La Tempête
©Crédit photo : Vincent Pontet
Légende photo : Alexander Feklistov, Caliban postmoderne dans La Tempête de Donnellan.
Crédit photo : Vincent Pontet
Légende photo : Alexander Feklistov, Caliban postmoderne dans La Tempête de Donnellan.
Publié le 10 février 2011 - N° 185
Entre déchainement des éléments et des instincts et puissance de la vertu et de la raison, Declan Donnellan met en scène une Tempête tout en oxymores, servie par des comédiens éblouissants.
Nick Ormerod, cofondateur avec Declan Donnellan de la compagnie Cheek by Jowl et scénographe habituel de ses spectacles, leur offre toujours une signature visuelle simple et limpide qui permet au jeu des comédiens de s’y déployer avec une cohérence conférant au texte la force de l’évidence. Dans ce nouveau spectacle, une sorte de boîte à trois pans ouvre et ferme ses portes au gré des événements, procure un toit de surplomb au magicien Prospero, secondé par le malicieux Ariel, et transforme la scène en théâtre de la manipulation des consciences. Prospero, dépossédé de son duché milanais par la fourberie de son frère et du roi de Naples, avoue à la fin que la machinerie illusoire de son île et de son art n’était pas au service de son ressentiment : elle visait seulement à provoquer le repentir et la contrition de ses anciens ennemis. La vertu étant plus glorieuse que la vengeance, Prospero s’est fait le metteur en scène d’une leçon de morale destinée à rééduquer les vicieux. D’évidence, Declan Donnellan s’amuse à ce parti pris d’un théâtre dans le théâtre, offrant aux spectateurs la même leçon d’humanité que celle que Prospero impose à ses méchants prisonniers. A cet égard, la scène de divagation de Trinculo et Stephano, convaincus par Caliban de pouvoir devenir les nouveaux maîtres de l’île, offre un miroir délicieusement spirituel à notre modernité, débauchée par l’ivresse des gadgets de la puissance que sont les cartes de crédit et les téléphones portables !
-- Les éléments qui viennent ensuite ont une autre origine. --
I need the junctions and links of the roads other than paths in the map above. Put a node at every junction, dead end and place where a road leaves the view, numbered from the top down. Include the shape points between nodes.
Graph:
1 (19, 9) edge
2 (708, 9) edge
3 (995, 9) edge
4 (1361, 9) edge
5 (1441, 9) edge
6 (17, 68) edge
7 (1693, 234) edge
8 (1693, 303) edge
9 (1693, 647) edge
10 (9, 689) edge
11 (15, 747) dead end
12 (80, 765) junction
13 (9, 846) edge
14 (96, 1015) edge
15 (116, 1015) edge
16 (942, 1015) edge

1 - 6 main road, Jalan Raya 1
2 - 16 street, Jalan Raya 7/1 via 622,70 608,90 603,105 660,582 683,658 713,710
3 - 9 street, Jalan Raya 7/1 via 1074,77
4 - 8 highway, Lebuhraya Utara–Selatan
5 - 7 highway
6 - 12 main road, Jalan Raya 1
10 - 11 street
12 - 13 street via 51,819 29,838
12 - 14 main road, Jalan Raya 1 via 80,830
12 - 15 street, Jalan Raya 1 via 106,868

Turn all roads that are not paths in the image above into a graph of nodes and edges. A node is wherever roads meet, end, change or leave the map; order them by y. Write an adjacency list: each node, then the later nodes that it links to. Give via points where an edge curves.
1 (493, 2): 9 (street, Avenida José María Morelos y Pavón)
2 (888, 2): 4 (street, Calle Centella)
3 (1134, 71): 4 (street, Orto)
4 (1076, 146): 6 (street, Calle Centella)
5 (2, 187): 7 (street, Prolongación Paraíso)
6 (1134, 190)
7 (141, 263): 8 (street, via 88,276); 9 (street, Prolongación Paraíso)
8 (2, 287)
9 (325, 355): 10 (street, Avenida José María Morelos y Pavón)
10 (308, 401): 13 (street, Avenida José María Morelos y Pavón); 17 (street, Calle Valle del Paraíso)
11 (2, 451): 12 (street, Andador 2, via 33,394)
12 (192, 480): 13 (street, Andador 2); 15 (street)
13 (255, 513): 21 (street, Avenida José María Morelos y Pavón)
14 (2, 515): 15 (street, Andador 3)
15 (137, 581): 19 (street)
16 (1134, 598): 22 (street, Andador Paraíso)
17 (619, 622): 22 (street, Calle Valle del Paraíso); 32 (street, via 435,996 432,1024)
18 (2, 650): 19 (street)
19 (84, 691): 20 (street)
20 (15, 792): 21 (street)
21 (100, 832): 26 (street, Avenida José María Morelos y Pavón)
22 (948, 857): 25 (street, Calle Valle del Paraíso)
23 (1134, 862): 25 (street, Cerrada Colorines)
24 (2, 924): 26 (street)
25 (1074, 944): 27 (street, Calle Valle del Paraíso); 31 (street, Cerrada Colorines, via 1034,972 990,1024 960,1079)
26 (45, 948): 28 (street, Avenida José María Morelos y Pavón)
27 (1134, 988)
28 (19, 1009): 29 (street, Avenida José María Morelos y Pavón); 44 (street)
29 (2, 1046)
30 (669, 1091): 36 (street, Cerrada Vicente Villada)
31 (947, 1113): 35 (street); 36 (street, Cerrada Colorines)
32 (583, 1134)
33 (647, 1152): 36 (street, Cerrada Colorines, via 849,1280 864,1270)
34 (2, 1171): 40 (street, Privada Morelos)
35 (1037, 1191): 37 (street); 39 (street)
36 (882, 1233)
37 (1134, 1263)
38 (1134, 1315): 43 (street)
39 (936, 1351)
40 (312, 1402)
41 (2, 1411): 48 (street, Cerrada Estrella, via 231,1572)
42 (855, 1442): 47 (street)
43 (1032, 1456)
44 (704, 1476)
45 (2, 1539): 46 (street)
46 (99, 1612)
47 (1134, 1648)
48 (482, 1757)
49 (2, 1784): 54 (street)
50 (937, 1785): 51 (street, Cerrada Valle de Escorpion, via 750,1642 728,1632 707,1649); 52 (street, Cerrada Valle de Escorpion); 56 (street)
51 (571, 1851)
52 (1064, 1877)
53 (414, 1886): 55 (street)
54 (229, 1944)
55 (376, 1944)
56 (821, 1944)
Un théâtre à l’aristocratique élégance
Prospero (Igor Yasulovich, à la fois poignant et impérial), domine l’intrigue, parce qu’il est maître de lui-même et maître des livres dans lesquels il puise ses connaissances et sa force. Décillant enfin les yeux égarés des naufragés, c’est en lecteur qu’il choisit de leur apparaître, comme il était à Milan avant d’en être chassé, et comme l’est peut-être, calme et posé, tout esprit supérieur qui est parvenu à dompter affects et bas instincts. Prospero a réussi à faire de Miranda (lumineuse Yana Gurianova) et de Ferdinand deux amants fougueux policés par la promesse de l’engagement réciproque ; il a dompté Caliban qu’il protège de la furie de ses comparses, et rend sa liberté à Ariel, dans une très belle scène d’adieu où la simplicité d’une poignée de main égalitaire efface les anciens liens entre le serviteur et son maître. Le magnifique éloge de la raison, de la mesure, de la tenue, de la domestication des sursauts de bestialité que constitue cette pièce est porté sur scène avec un sens suraigu du moindre effet théâtral. Les corps, que seule l’eau peut parvenir à calmer (vigoureuse toilette de Miranda et de Ferdinand ; seaux jetés contre les ardeurs de Caliban ; naufragés trempés par la tempête), reprennent peu à peu forme humaine, et le rasoir que Prospero tient à la main au moment de la révélation finale renonce à égorger, se contentant de rendre au magicien le glabre de son visage ducal. Fidèle à l’étymologie de son titre, Prospero est le dux, celui qui conduit les autres sous l’autorité bienveillante de sa puissance modérée et savante. Et Declan Donnellan en est un autre, puisque, en duc de la scène, il mène la brillante troupe des comédiens russes qu’il dirige ici avec la maîtrise et l’intelligence d’un théâtre aristocratique : celui des meilleurs !
Catherine Robert
La Tempête, de William Shakespeare ; mise en scène de Declan Donnellan. Du 26 janvier au 13 février 2011. Du mercredi au samedi à 20h45 ; dimanche à 17h. Les Gémeaux – Scène Nationale, 49, avenue Georges-Clémenceau, 92330 Sceaux. Réservations au 01 46 61 36 67. Durée : 2h.